La ropa de los domingos no se mezclaba con la de diario. Ocupaba el mejor rincón del armario, como si perteneciera a una clase superior. La ropa de los domingos nos esperaba pacientemente durante toda la semana, aguardando que llegara su momento para invadirnos y hacernos suyos. Siempre tuve la sensación de que era ella, la ropa de los domingos, la que se ponía mi cuerpo, la que me atrapaba y me hacía sentir un forastero cuando me colocaba delante del espejo.

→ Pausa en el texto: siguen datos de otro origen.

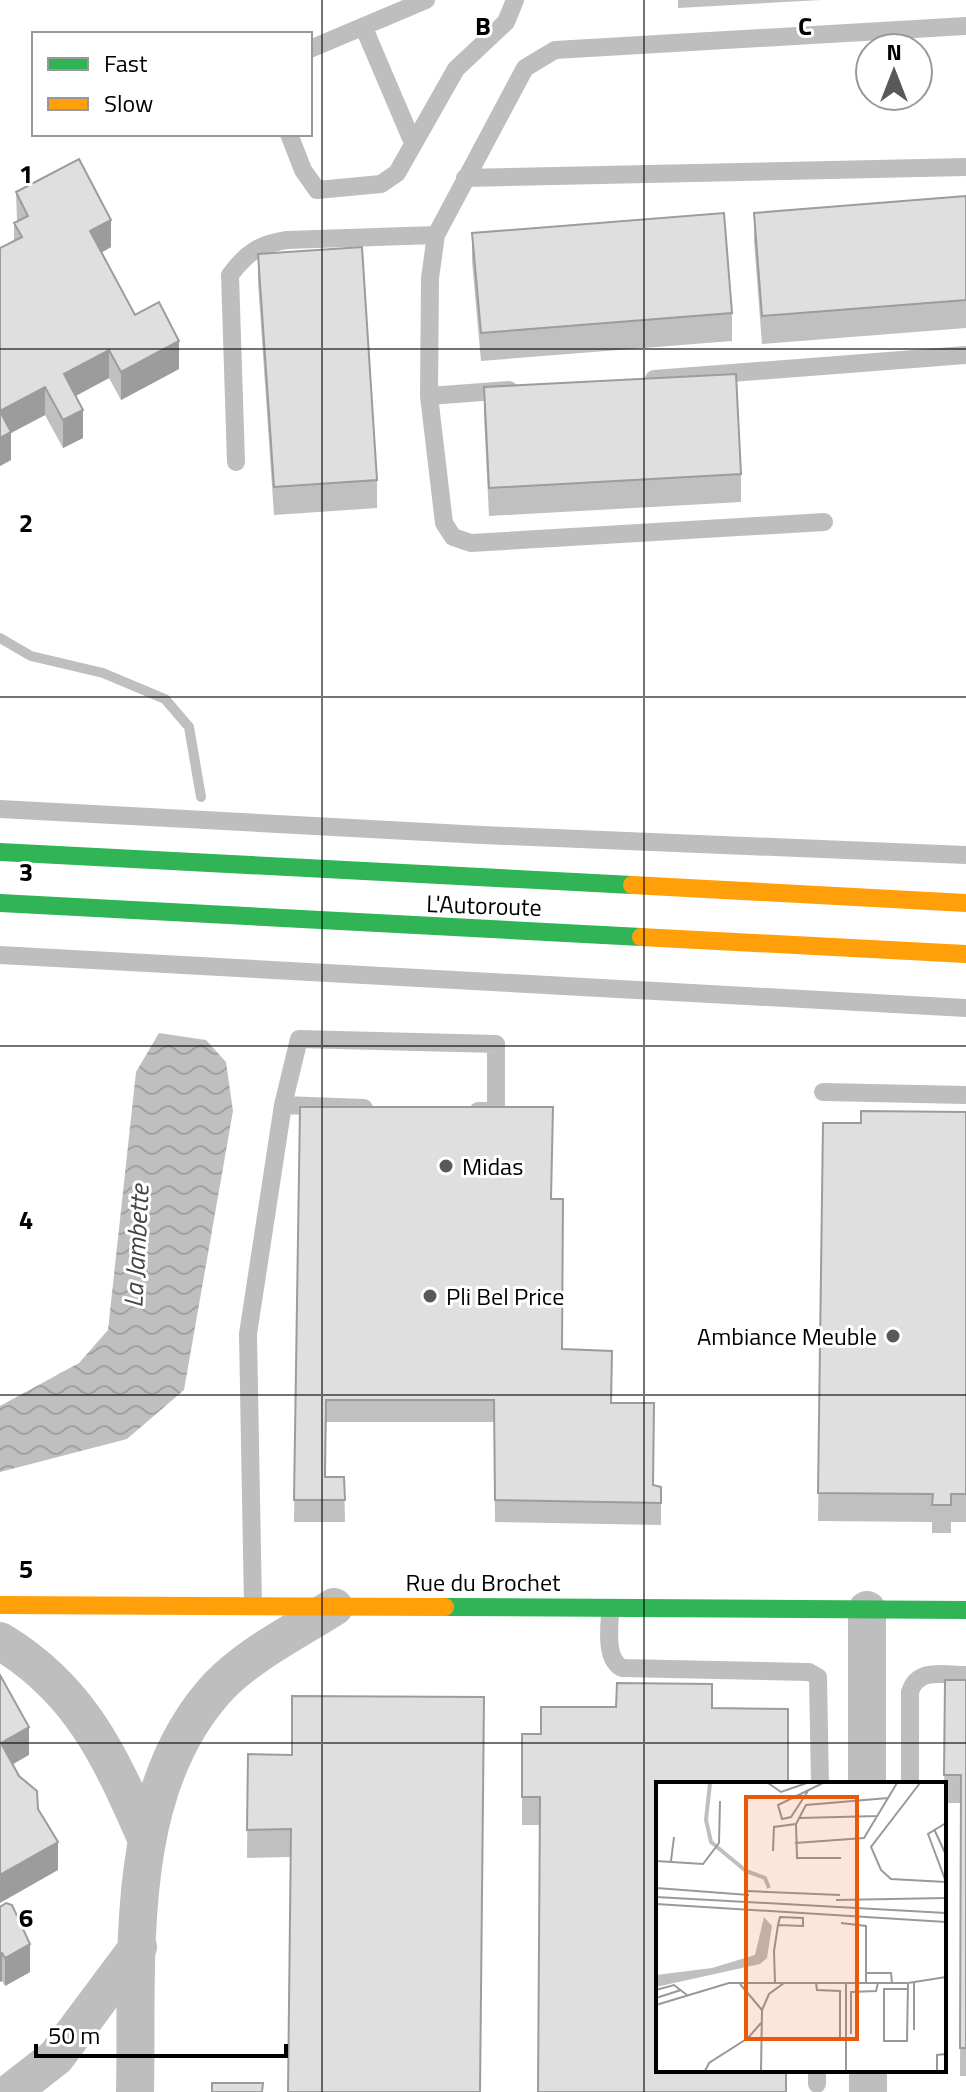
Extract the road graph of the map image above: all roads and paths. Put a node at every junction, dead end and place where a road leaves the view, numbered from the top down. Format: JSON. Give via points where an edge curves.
{"nodes":[{"id":1,"x":426,"y":0,"type":"edge"},
{"id":2,"x":515,"y":0,"type":"edge"},
{"id":3,"x":966,"y":26,"type":"edge"},
{"id":4,"x":364,"y":28,"type":"junction"},
{"id":5,"x":312,"y":48,"type":"edge"},
{"id":6,"x":290,"y":136,"type":"edge"},
{"id":7,"x":413,"y":143,"type":"junction"},
{"id":8,"x":966,"y":167,"type":"edge"},
{"id":9,"x":465,"y":178,"type":"junction"},
{"id":10,"x":436,"y":235,"type":"junction"},
{"id":11,"x":966,"y":355,"type":"edge"},
{"id":12,"x":634,"y":380,"type":"edge"},
{"id":13,"x":524,"y":389,"type":"edge"},
{"id":14,"x":429,"y":396,"type":"junction"},
{"id":15,"x":236,"y":462,"type":"dead end"},
{"id":16,"x":824,"y":522,"type":"dead end"},
{"id":17,"x":0,"y":809,"type":"edge"},
{"id":18,"x":0,"y":846,"type":"edge"},
{"id":19,"x":0,"y":852,"type":"edge"},
{"id":20,"x":78,"y":854,"type":"junction"},
{"id":21,"x":966,"y":855,"type":"edge"},
{"id":22,"x":686,"y":889,"type":"junction"},
{"id":23,"x":966,"y":890,"type":"edge"},
{"id":24,"x":0,"y":903,"type":"edge"},
{"id":25,"x":966,"y":903,"type":"edge"},
{"id":26,"x":704,"y":939,"type":"junction"},
{"id":27,"x":966,"y":954,"type":"edge"},
{"id":28,"x":0,"y":955,"type":"edge"},
{"id":29,"x":966,"y":968,"type":"edge"},
{"id":30,"x":966,"y":1008,"type":"edge"},
{"id":31,"x":823,"y":1092,"type":"dead end"},
{"id":32,"x":966,"y":1095,"type":"edge"},
{"id":33,"x":283,"y":1105,"type":"junction"},
{"id":34,"x":389,"y":1108,"type":"edge"},
{"id":35,"x":465,"y":1110,"type":"edge"},
{"id":36,"x":0,"y":1605,"type":"edge"},
{"id":37,"x":253,"y":1606,"type":"junction"},
{"id":38,"x":610,"y":1606,"type":"junction"},
{"id":39,"x":334,"y":1607,"type":"junction"},
{"id":40,"x":867,"y":1610,"type":"junction"},
{"id":41,"x":966,"y":1610,"type":"edge"},
{"id":42,"x":0,"y":1641,"type":"edge"},
{"id":43,"x":966,"y":1675,"type":"edge"},
{"id":44,"x":820,"y":1782,"type":"edge"},
{"id":45,"x":867,"y":1782,"type":"edge"},
{"id":46,"x":910,"y":1782,"type":"edge"},
{"id":47,"x":146,"y":1838,"type":"junction"},
{"id":48,"x":138,"y":1947,"type":"junction"},
{"id":49,"x":30,"y":2090,"type":"edge"},
{"id":50,"x":135,"y":2092,"type":"edge"}],
"edges":[{"from":1,"to":4,"type":"lane"},
{"from":2,"to":7,"type":"lane","via":[[506,22],[456,69]]},
{"from":3,"to":9,"type":"lane","via":[[555,50],[525,68]]},
{"from":4,"to":5,"type":"lane"},
{"from":4,"to":7,"type":"lane"},
{"from":6,"to":7,"type":"lane","via":[[317,190],[381,184],[397,173]]},
{"from":8,"to":9,"type":"lane"},
{"from":9,"to":10,"type":"lane"},
{"from":10,"to":14,"type":"lane","via":[[430,278]]},
{"from":10,"to":15,"type":"lane","via":[[287,240],[245,255],[230,275]]},
{"from":11,"to":12,"type":"lane"},
{"from":13,"to":14,"type":"lane"},
{"from":14,"to":16,"type":"lane","via":[[444,523],[453,537],[471,543]]},
{"from":17,"to":21,"type":"lane"},
{"from":18,"to":20,"type":"main road"},
{"from":19,"to":20,"type":"main road","name":"L'Autoroute"},
{"from":20,"to":22,"type":"main road","name":"L'Autoroute"},
{"from":22,"to":23,"type":"main road"},
{"from":22,"to":25,"type":"main road","name":"L'Autoroute"},
{"from":24,"to":26,"type":"main road","name":"L'Autoroute","via":[[229,919]]},
{"from":26,"to":27,"type":"main road","name":"L'Autoroute"},
{"from":26,"to":29,"type":"main road"},
{"from":28,"to":30,"type":"lane"},
{"from":31,"to":32,"type":"lane"},
{"from":33,"to":34,"type":"lane"},
{"from":33,"to":35,"type":"lane","via":[[299,1039],[496,1044],[496,1111]]},
{"from":33,"to":37,"type":"lane","via":[[248,1334]]},
{"from":36,"to":37,"type":"main road","name":"Rue du Brochet"},
{"from":37,"to":39,"type":"main road","name":"Rue du Brochet"},
{"from":38,"to":39,"type":"main road","name":"Rue du Brochet"},
{"from":38,"to":40,"type":"main road","name":"Rue du Brochet"},
{"from":38,"to":44,"type":"lane","via":[[610,1653],[622,1668],[809,1672],[818,1677]]},
{"from":39,"to":47,"type":"street","via":[[238,1669],[204,1703],[168,1767]]},
{"from":40,"to":41,"type":"main road","name":"Rue du Brochet"},
{"from":40,"to":45,"type":"street"},
{"from":42,"to":47,"type":"street","via":[[54,1681],[89,1720]]},
{"from":43,"to":46,"type":"lane","via":[[922,1674],[914,1681]]},
{"from":47,"to":48,"type":"street"},
{"from":48,"to":49,"type":"street"},
{"from":48,"to":50,"type":"street"}]}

La ropa de los domingos olía a alcanfor y había que sacarla varias horas antes del armario para que se aireara. Para muchos de nosotros, aquella indumentaria inmaculada representaba una pequeña prisión en la que nos recluían para que pareciéramos lo que no éramos. Nos sentíamos extraños envueltos en un embalaje que no nos permitía tirarnos al suelo, ni jugar con la tierra de las calles ni darle una patada a la pelota.
Había que respetarla, había que cuidarla como si lleváramos encima un tesoro, y en cierta medida lo era, un tesoro que nuestras madres nos habían comprado con mucho sacrificio, ahorrando unas pesetas. Un tesoro que luego íbamos exhibiendo por el barrio o cuando por la tarde íbamos a la casa de alguna abuela o de alguna tía lejana para hacerle una visita.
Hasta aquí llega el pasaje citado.